Friday 16 June 2017

Tower block fires and red tape


Official voices are rightly cagey about making pronouncements on the causes of the horrifying fire in Grenfell Tower, Kensington, but it seems to me that three options are available and one of them must be right.

 Either:

1.  The regulations regarding building tower blocks, their footings, fire precautions, materials, stairs, escape routes etc are inadequate, in which case we need some more and better regulations.

2.  The regulations are adequate but they were evaded or avoided, either deliberately, through negligence, or to cut costs.

3.  The regulations were adequate and adhered to, but the inspection system to ensure that proper standards continued to be maintained were lax or even non-existent.

In due course we shall find out which of the above, or even some of all three, put these poor people through such a horrible trauma and led to the unnecessary deaths of at least 17 and possibly 60 people living quietly in their own homes and minding their own business, something we are surely all entitled to do.

It should be noted that all three of the above scenarios involve the "red tape" of regulations and the employment of "officials" to ensure they are observed.

We need to remember this when right-wing market libertarians are for ever telling us that that less government regulation will free them to be more innovative, adventurous and profitable, which profits will eventually trickle down to the rest of us.

Maybe some red-tape is unnecessary, and certainly some is out of date.  (I believe that until recently there was a law forbidding the display of liqueur chocolates in shop windows lest the young be tempted to become alcoholics).  But most is necessary to keep us safe in our homes, on our streets, in our schools and hospitals, and at work.

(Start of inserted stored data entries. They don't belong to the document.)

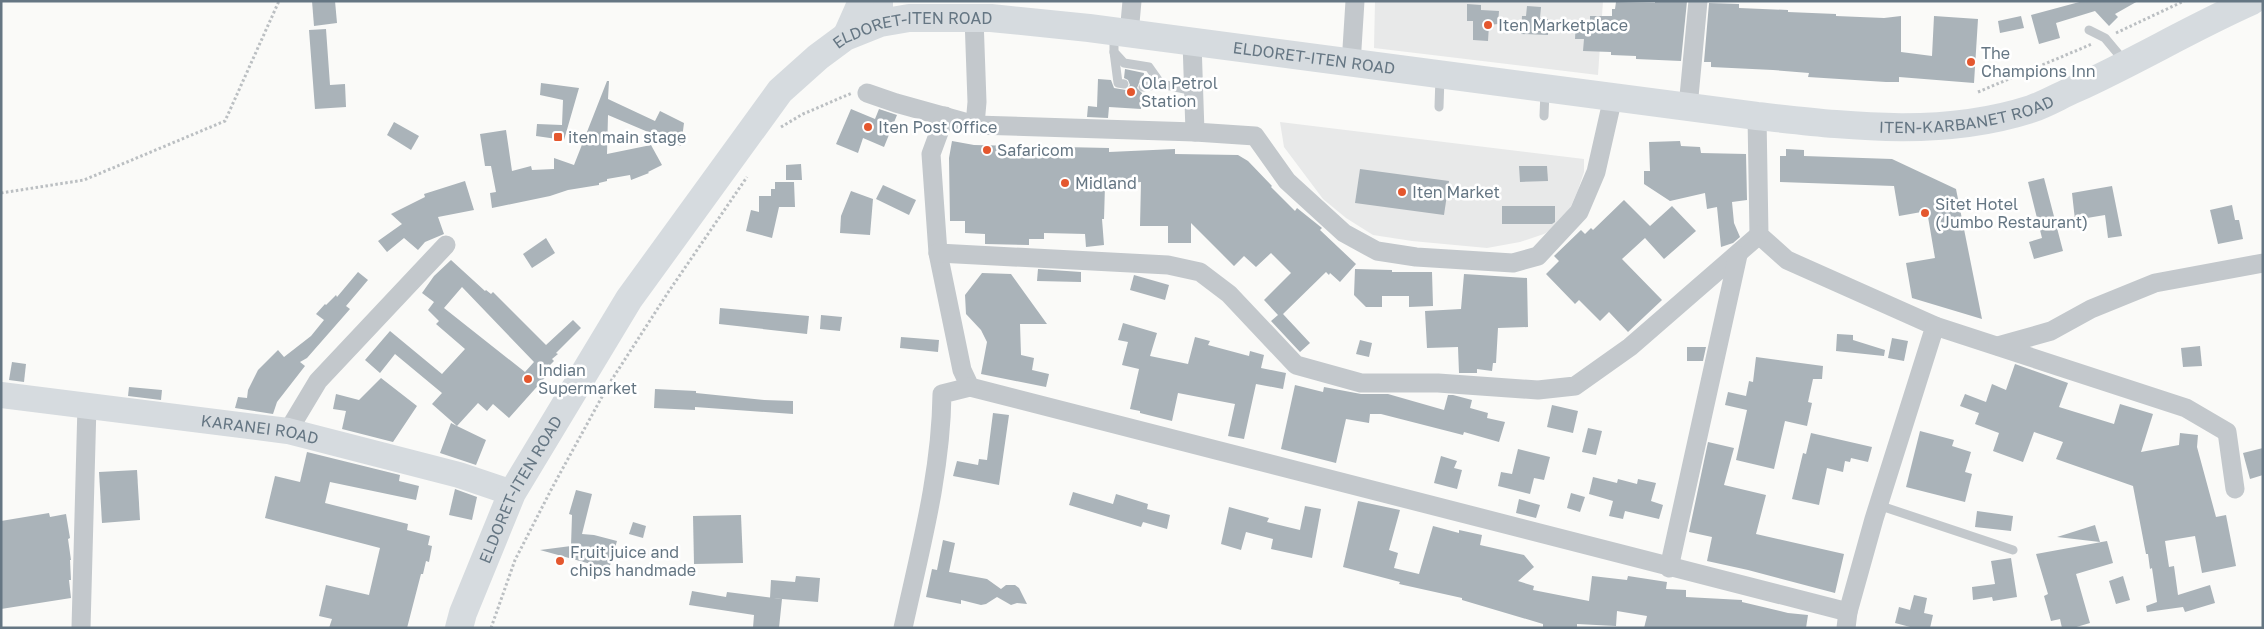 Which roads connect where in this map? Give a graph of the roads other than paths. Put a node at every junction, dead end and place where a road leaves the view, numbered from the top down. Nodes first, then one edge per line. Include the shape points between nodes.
1 (862, 1) edge
2 (1132, 1) edge
3 (1355, 1) edge
4 (1698, 1) edge
5 (2252, 1) edge
6 (908, 10) edge
7 (941, 10) edge
8 (880, 12) edge
9 (974, 18) junction
10 (2089, 30) dead end
11 (845, 37) junction
12 (1119, 39) junction
13 (1192, 42) junction
14 (1351, 64) junction
15 (2127, 64) junction
16 (1440, 75) junction
17 (1124, 84) dead end
18 (1162, 84) junction
19 (1143, 87) dead end
20 (1545, 88) junction
21 (1194, 92) junction
22 (868, 93) road end
23 (1613, 96) junction
24 (1439, 107) dead end
25 (1688, 108) junction
26 (946, 116) junction
27 (1544, 116) dead end
28 (1757, 116) junction
29 (975, 126) junction
30 (1196, 132) junction
31 (1759, 235) junction
32 (446, 245) dead end
33 (938, 253) junction
34 (1738, 256) junction
35 (2263, 263) edge
36 (1935, 326) junction
37 (1998, 346) junction
38 (970, 387) junction
39 (1, 396) edge
40 (88, 404) junction
41 (288, 431) junction
42 (2235, 489) dead end
43 (512, 493) junction
44 (1878, 505) junction
45 (2013, 550) dead end
46 (1669, 568) junction
47 (1847, 620) edge
48 (81, 628) edge
49 (459, 628) edge
50 (903, 628) edge

1 - 11 street
2 - 12 street
3 - 14 street
4 - 25 street
5 - 15 main road, ITEN-KARBANET ROAD via 2206,21
6 - 7 main road, ELDORET-ITEN ROAD
6 - 8 main road, ELDORET-ITEN ROAD
7 - 9 main road, ELDORET-ITEN ROAD
8 - 11 main road, ELDORET-ITEN ROAD
9 - 12 main road, ELDORET-ITEN ROAD
9 - 29 street
10 - 15 lane via 2105,38
11 - 43 main road, ELDORET-ITEN ROAD via 818,57 774,99 629,299
12 - 13 main road, ELDORET-ITEN ROAD
12 - 17 lane via 1118,83
12 - 18 lane via 1124,63 1149,67
13 - 14 main road, ELDORET-ITEN ROAD
13 - 21 street
14 - 16 main road, ELDORET-ITEN ROAD
15 - 28 main road, ITEN-KARBANET ROAD via 2032,108 1981,122 1924,128 1848,126
16 - 20 main road, ELDORET-ITEN ROAD
16 - 24 lane
18 - 19 lane
18 - 21 lane
20 - 23 main road, ELDORET-ITEN ROAD
20 - 27 lane
21 - 30 street
22 - 26 street
23 - 25 main road, ELDORET-ITEN ROAD
23 - 30 street via 1596,172 1579,212 1538,256 1513,262 1416,257 1377,250 1344,233 1287,181 1255,136
25 - 28 main road, ITEN-KARBANET ROAD
26 - 29 street
26 - 33 street via 931,154
28 - 31 street
29 - 30 street
31 - 34 street
31 - 36 street via 1788,260
32 - 41 street via 318,381
33 - 34 street via 1168,265 1192,270 1200,272 1229,294 1296,365 1361,383 1438,383 1538,390 1575,386 1630,347
33 - 38 street via 962,370
34 - 46 street
35 - 37 street via 2156,283 2091,309 2051,331
36 - 37 street
36 - 44 street
37 - 42 street via 2186,408 2206,419 2227,432
38 - 46 street
38 - 50 street via 942,394 942,428 935,482
39 - 40 street, KARANEI ROAD
40 - 41 street, KARANEI ROAD
40 - 48 street
41 - 43 street, KARANEI ROAD via 459,475
43 - 49 main road, ELDORET-ITEN ROAD
44 - 45 lane
44 - 47 street
46 - 47 street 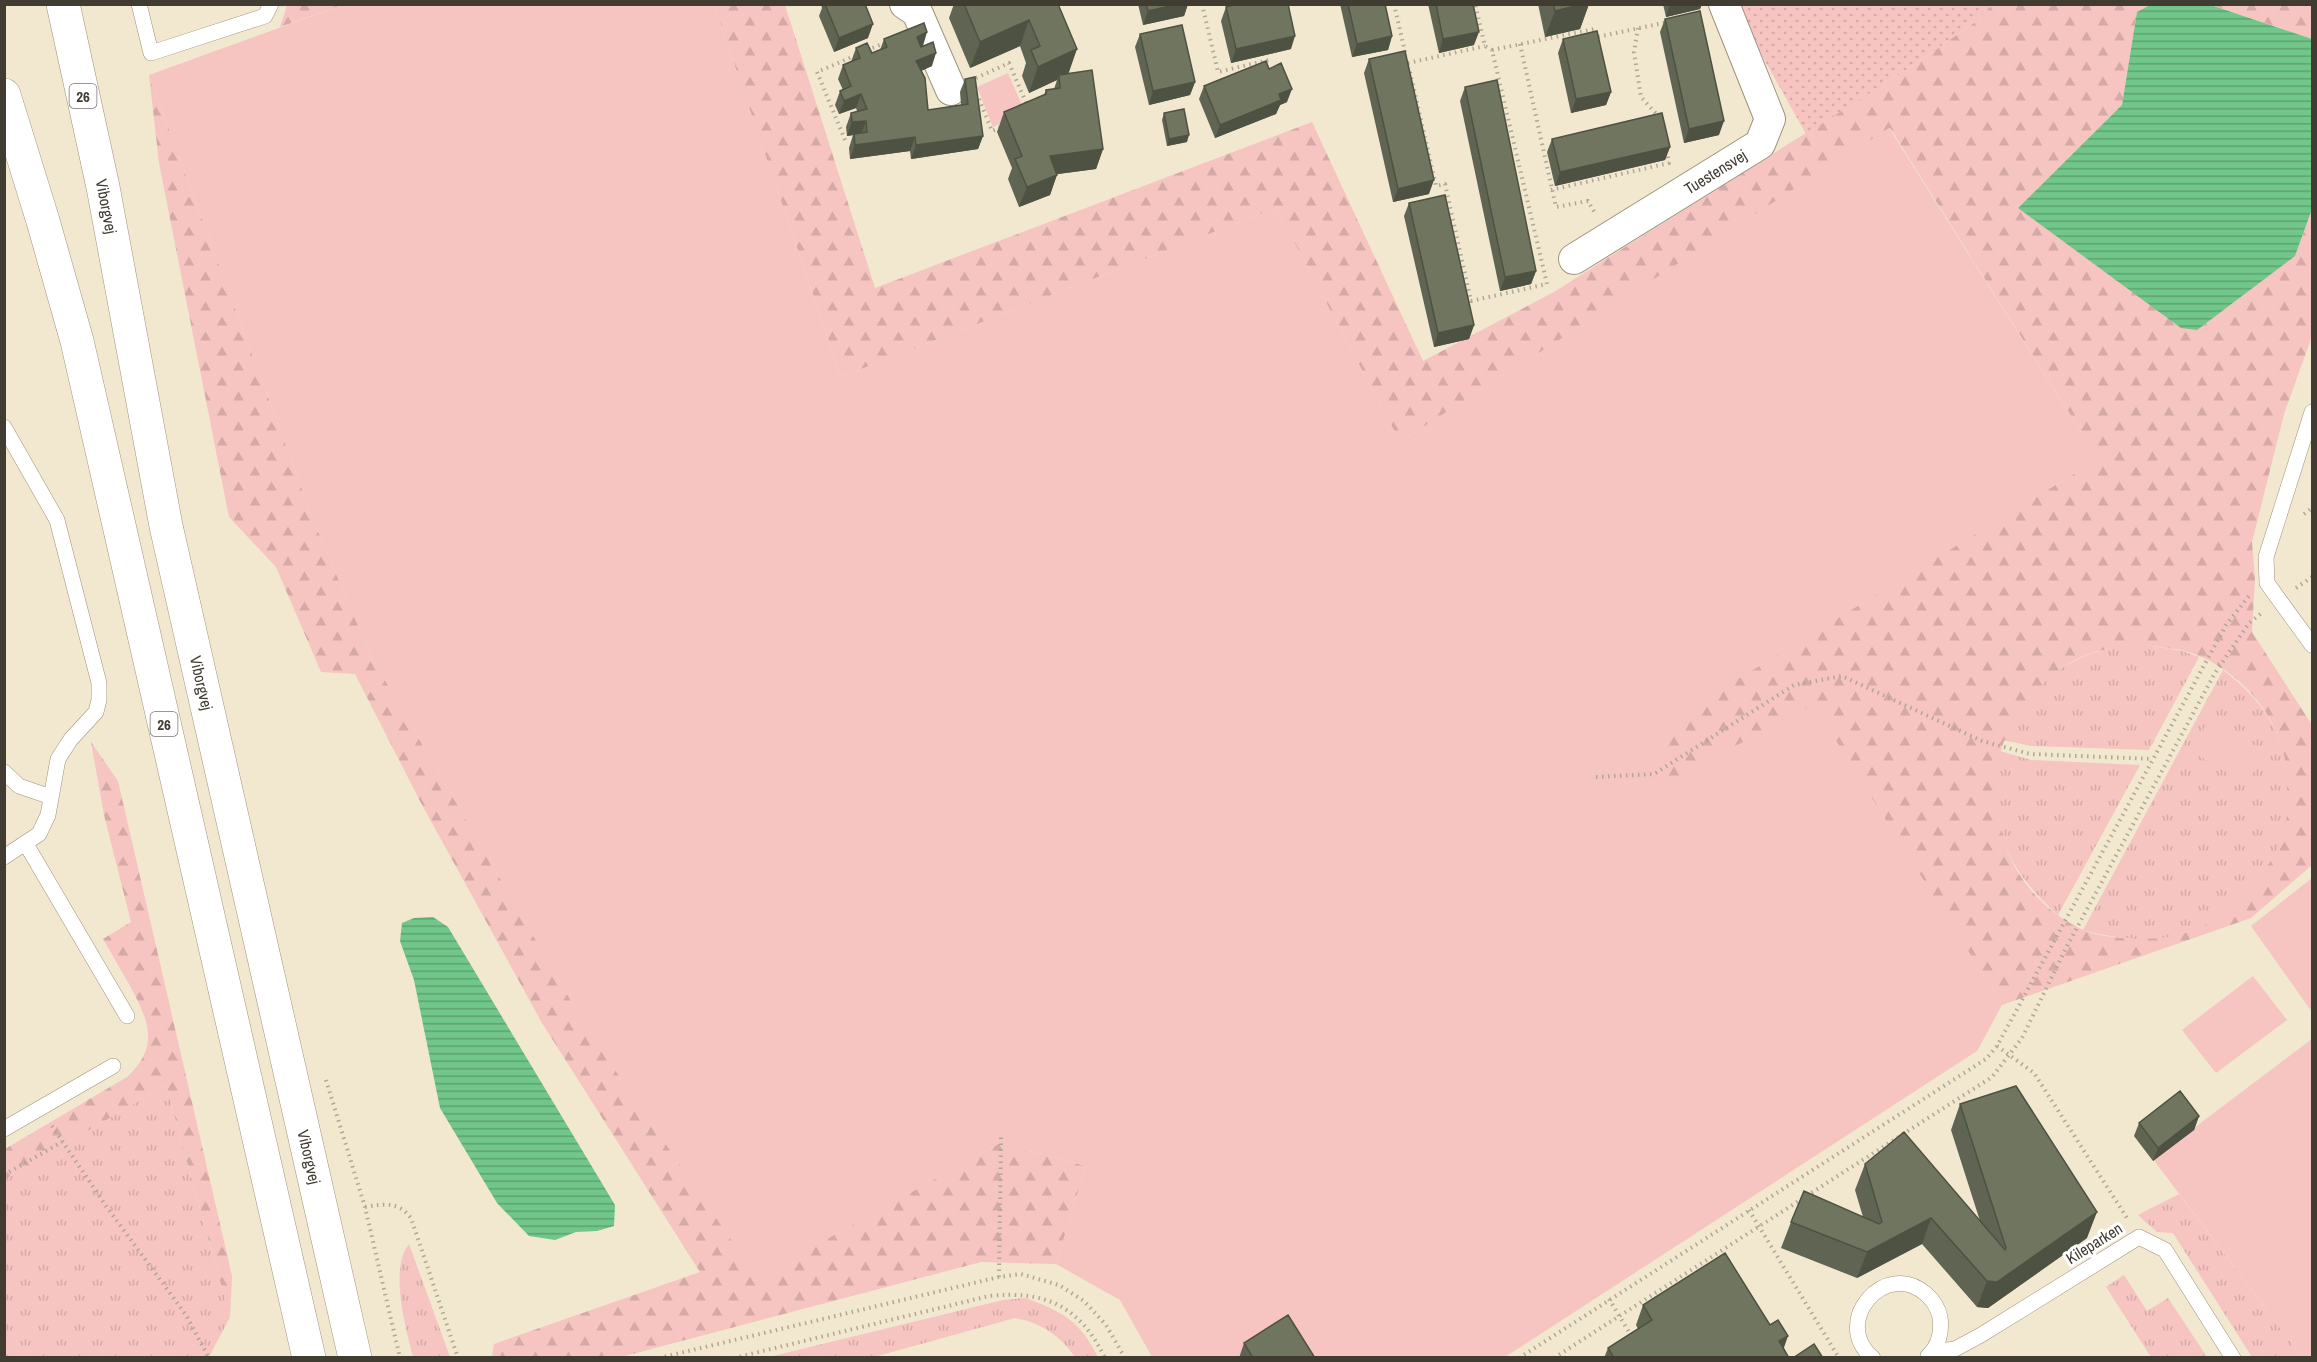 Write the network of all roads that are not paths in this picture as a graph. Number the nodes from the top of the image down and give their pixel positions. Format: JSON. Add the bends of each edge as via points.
{"nodes":[{"id":1,"x":63,"y":4,"type":"edge"},
{"id":2,"x":139,"y":4,"type":"edge"},
{"id":3,"x":271,"y":4,"type":"edge"},
{"id":4,"x":1724,"y":4,"type":"edge"},
{"id":5,"x":912,"y":11,"type":"edge"},
{"id":6,"x":961,"y":85,"type":"road end"},
{"id":7,"x":4,"y":95,"type":"edge"},
{"id":8,"x":1574,"y":259,"type":"dead end"},
{"id":9,"x":2313,"y":412,"type":"edge"},
{"id":10,"x":4,"y":427,"type":"edge"},
{"id":11,"x":2313,"y":645,"type":"edge"},
{"id":12,"x":4,"y":772,"type":"edge"},
{"id":13,"x":51,"y":796,"type":"junction"},
{"id":14,"x":26,"y":844,"type":"junction"},
{"id":15,"x":4,"y":857,"type":"edge"},
{"id":16,"x":127,"y":1016,"type":"dead end"},
{"id":17,"x":113,"y":1066,"type":"dead end"},
{"id":18,"x":4,"y":1129,"type":"edge"},
{"id":19,"x":1929,"y":1355,"type":"edge"},
{"id":20,"x":309,"y":1358,"type":"edge"},
{"id":21,"x":355,"y":1358,"type":"edge"},
{"id":22,"x":1873,"y":1358,"type":"edge"},
{"id":23,"x":2234,"y":1358,"type":"edge"}],
"edges":[{"from":1,"to":21,"type":"main road","name":"Viborgvej","number":"26","via":[[103,187],[166,526]]},
{"from":2,"to":3,"type":"lane","via":[[151,53],[265,16]]},
{"from":4,"to":8,"type":"street","name":"Tuestensvej","via":[[1770,119],[1760,144]]},
{"from":5,"to":6,"type":"street"},
{"from":7,"to":20,"type":"main road","number":"26","via":[[76,341]]},
{"from":9,"to":11,"type":"lane","via":[[2266,557],[2268,583]]},
{"from":10,"to":13,"type":"lane","via":[[57,520],[99,682],[96,712],[58,759]]},
{"from":12,"to":13,"type":"lane","via":[[19,786]]},
{"from":13,"to":14,"type":"lane","via":[[39,834]]},
{"from":14,"to":15,"type":"lane"},
{"from":14,"to":16,"type":"lane"},
{"from":17,"to":18,"type":"lane"},
{"from":19,"to":22,"type":"lane","name":"Kileparken","via":[[1938,1340],[1939,1313],[1923,1291],[1897,1284],[1872,1293],[1858,1316],[1861,1344]]},
{"from":19,"to":23,"type":"lane","name":"Kileparken","via":[[1955,1349],[1982,1335],[2139,1237],[2165,1250]]}]}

It is hard to suppose that government cuts reduced the ability of a rich borough like Kensington to police adequately the regulations  for which it is responsible, but that will doubtless be the case in poorer areas..  We also need to remember that there are large and influential building companies which doubtless spend a lot of time and money lobbying ministers and councillors, and it may be that profit sometimes takes precedence over public safety in their urgings.

It is public servants and public expenditure, financed by taxes, which keep  us safe.  These poor people may be victims of our delusion that we can have a top-quality public services without paying for them.